We’re wrapping up our month of Mobile Creativity today with a behind-the-screen look at Just a Reflektor, an interactive short film set to the Arcade Fire song “Reflektor” that embraces mobile technology and harnesses its creative potential to transform the experience of watching a music video into a new kind of storytelling.
Written, directed and produced by Creative Director Vincent Morisset of AATOAA Studio, Just a Reflektor won both a Tomorrow Award for its innovative approach and a Silver Cube at the 93rd Annual Awards of Art + Craft in Advertising and Design for the craft of its art direction.
On his site and in an interview with ADC, Vincent recalls the story behind his first collaborations with Google Creative Lab and Arcade Fire on the project and sheds light on the inspiration behind the story-driven narrative and technological experimentation that make Just a Reflektor such an affecting film:
“In 2011, I met Aaron Koblin from Google Creative Lab at OFFF in Barcelona. We promised ourselves that we would work together one day. Last fall, Aaron and I started to ping pong some ideas. We were quite excited about the potential of connecting devices through web sockets. From the very beginning, we knew that we wanted to explore that notion of connection in storytelling.
My genius developer, Édouard Lanctôt-Benoit, had the idea of displaying a tracker on the phone and use camera vision from the computer to track it. We pair this information with the mobile gyroscope and accelerometer data sent through network. This setup would allow us to know accurately where in the space we hold the phone and how we handle it.
I didn’t wanted to transform the phone into a remote control or a game pad, though. I thought it could be more interesting if the phone became a source of light. Give the illusion that we have a small video projector in our hand, beaming images on the computer screen surface. There was a desire to recreate something that feels analog and optical. Bringing back the visceral pleasure of playing with a flashlight, a prism or shadow puppets.
“For me, this song is a quest for truth. A metaphor about representation and identity. I thought about Plato’s Cave. The actual interaction was now part of the message.”
Again, by a strange coincidence or synchronicity, Arcade Fire was recording at that time a song called “Reflektor.” It was the perfect fit thematically! The lyrics became the foundation of the project. For me, this song is a quest for truth. A metaphor about representation and identity. I thought about Plato’s Cave. The actual interaction was now part of the message. We created an invisible wall in the physical space. The spectator on one side, the protagonist trapped in the screen on the “other side”. Fiction and reality colliding. This was also another thing I wanted to explore. Combine documentary style shooting to an imaginary world. Create a clash between the first interactive half of the clip and the end where the spectator is invited to let go.”

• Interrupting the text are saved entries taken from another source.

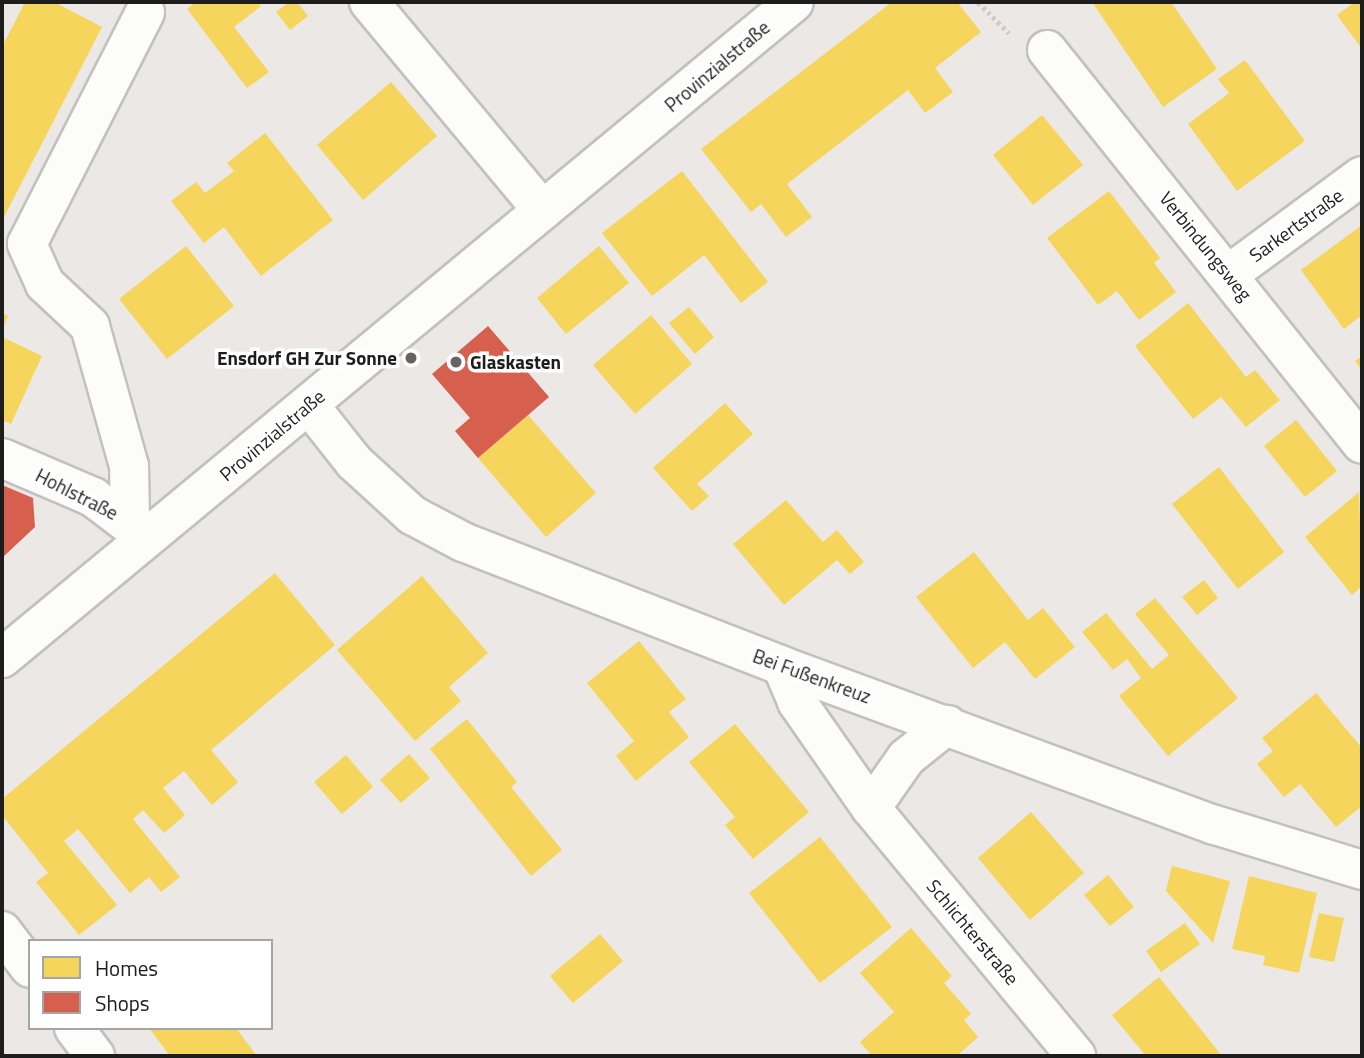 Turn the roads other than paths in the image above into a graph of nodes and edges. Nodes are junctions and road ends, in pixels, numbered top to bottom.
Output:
1 (369, 2) edge
2 (794, 2) edge
3 (145, 12) dead end
4 (1047, 50) dead end
5 (1362, 176) edge
6 (542, 210) junction
7 (1229, 274) junction
8 (309, 405) junction
9 (1362, 444) edge
10 (2, 458) edge
11 (138, 530) junction
12 (2, 658) edge
13 (782, 666) junction
14 (947, 725) junction
15 (871, 808) junction
16 (1362, 870) edge
17 (2, 931) edge
18 (28, 965) edge
19 (76, 1030) edge
20 (95, 1056) edge
21 (1076, 1056) edge

1 - 6 street
2 - 6 street, Provinzialstraße
3 - 11 street
4 - 7 street, Verbindungsweg
5 - 7 street, Sarkertstraße
6 - 8 street, Provinzialstraße
7 - 9 street, Verbindungsweg
8 - 11 street, Provinzialstraße
8 - 13 street, Bei Fußenkreuz
10 - 11 street, Hohlstraße
11 - 12 street, Provinzialstraße
13 - 14 street, Bei Fußenkreuz
13 - 15 street, Schlichterstraße
14 - 15 street
14 - 16 street, Bei Fußenkreuz
15 - 21 street, Schlichterstraße
17 - 18 street
19 - 20 street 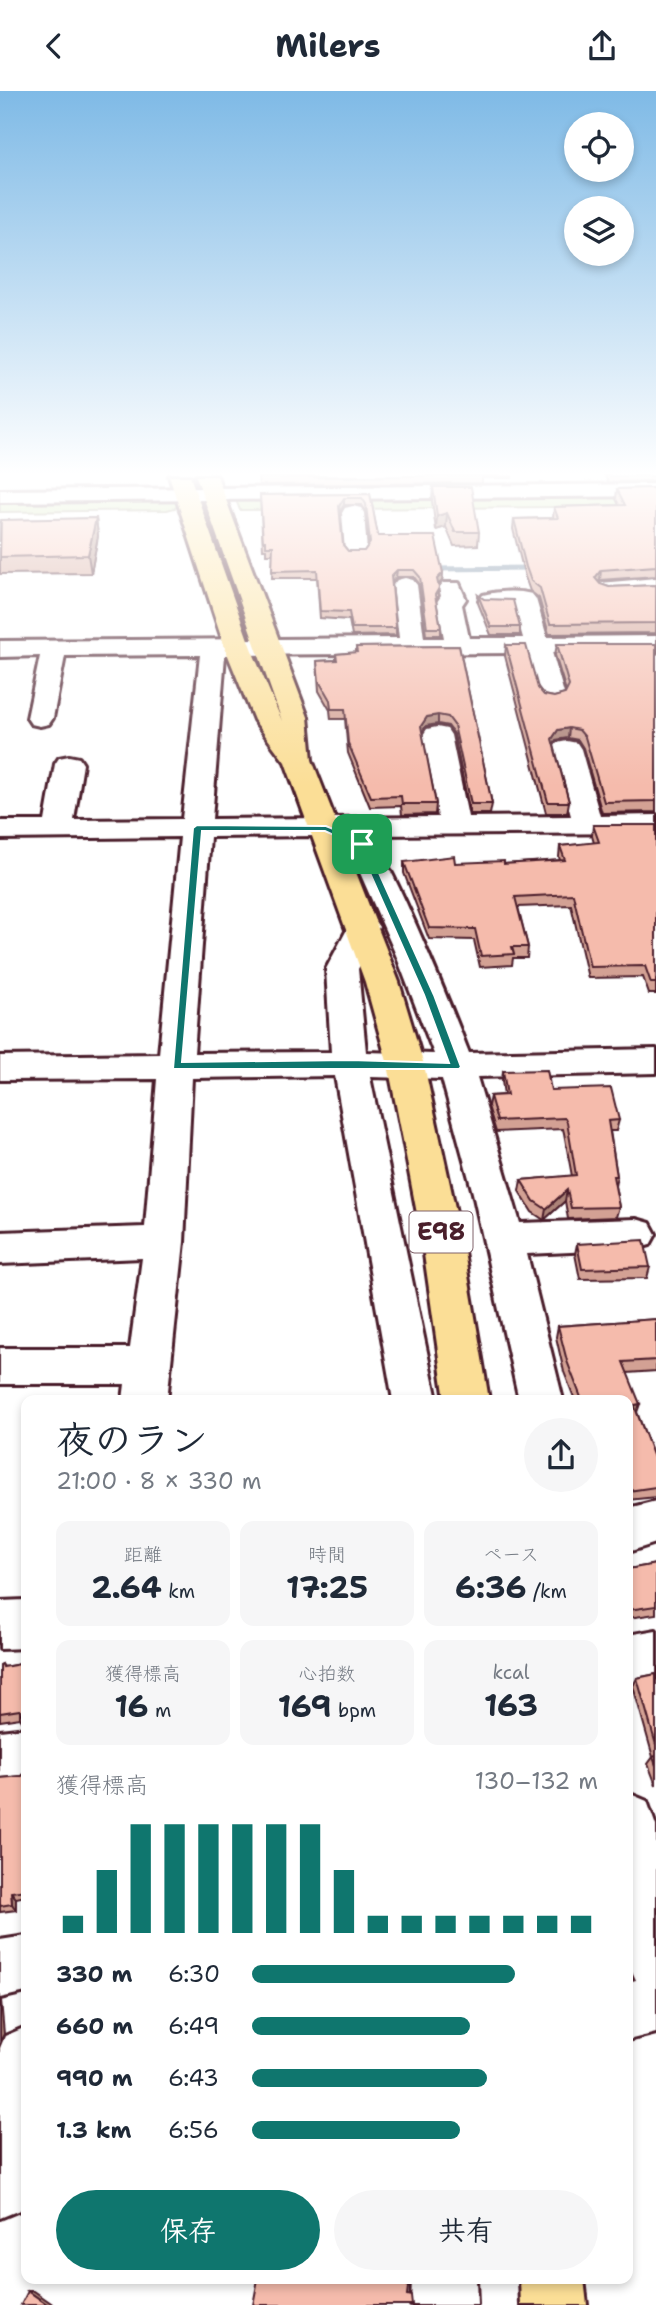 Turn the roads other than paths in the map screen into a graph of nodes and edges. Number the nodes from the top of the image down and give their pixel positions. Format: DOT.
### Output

ADC: Do you think the trend of mobile interaction will continue to evolve and go on for the foreseeable future, or is it “of the moment” right now? Why do you think it can have such an impact in these types of projects?
Vincent: Smartphones will continue to be the most accessible and versatile interface between ourselves and the world (real and digital). As a director focused on interactive films, I often push the limits of processors and graphic cards. Mobile is not the ideal platform to display my pieces, but as an interface, I find it really exciting. We are now able to connect devices together through web sockets in real time. Smartphones and tablets have incredible gyroscopes and accelerometers in them that allow us to have a good idea of how the device is handled. For Just a Reflektor, we took advantage of this feature and transformed the mobile device into a virtual projector.
“The mobile device has become, in a way, our mirror and our connector to the other.”
ADC: Is Arcade Fire particularly interested in innovative technology as a way to market their band to a specific audience? How did your relationship with them work throughout the development process?
Vincent: The Arcade Fire members are really smart and open-minded people. I don’t think they consider those things as marketing. They approach it as a narrative and visual extension of the album. They have an interesting perspective on the world we live in, and technology is part of it. As they say in the song “Reflektor,” we live in the reflective age. The mobile device has become, in a way, our mirror and our connector to the other.
ADC: Do you think that the growing ubiquity of smart phones is having a fundamental impact on people’s behavior while consuming art? Was it important to you to incorporate what people might be doing anyway (looking at their phones) while watching the video?
Vincent: I thought there was something interesting in using something really personal as a window to another world. In the experience, we ask the spectator to face the phone screen toward the computer. Like in the tale of Orpheus (featured in another song on the album), we are asking the viewer to not turn around. We are playing with that tension based on curiosity. A familiar feeling that we live every time we refresh our email or social media accounts on our phone. When the mirror breaks in the video, the protagonist of the video appears in our mobile and we appear in the video on the computer as if the two worlds were swapping in an ultimate broken selfie. In the second half of the video, we invite the spectator to let go and embrace what is happening.
The code of the project is available for download here, and both Vincent and Google Creative Lab’s Aaron Koblin encourage “geeks” like them to play around with the structure. So not only can you experience this award-winning work, you can learn from its creation and find new ways to experiment with Mobile Creativity.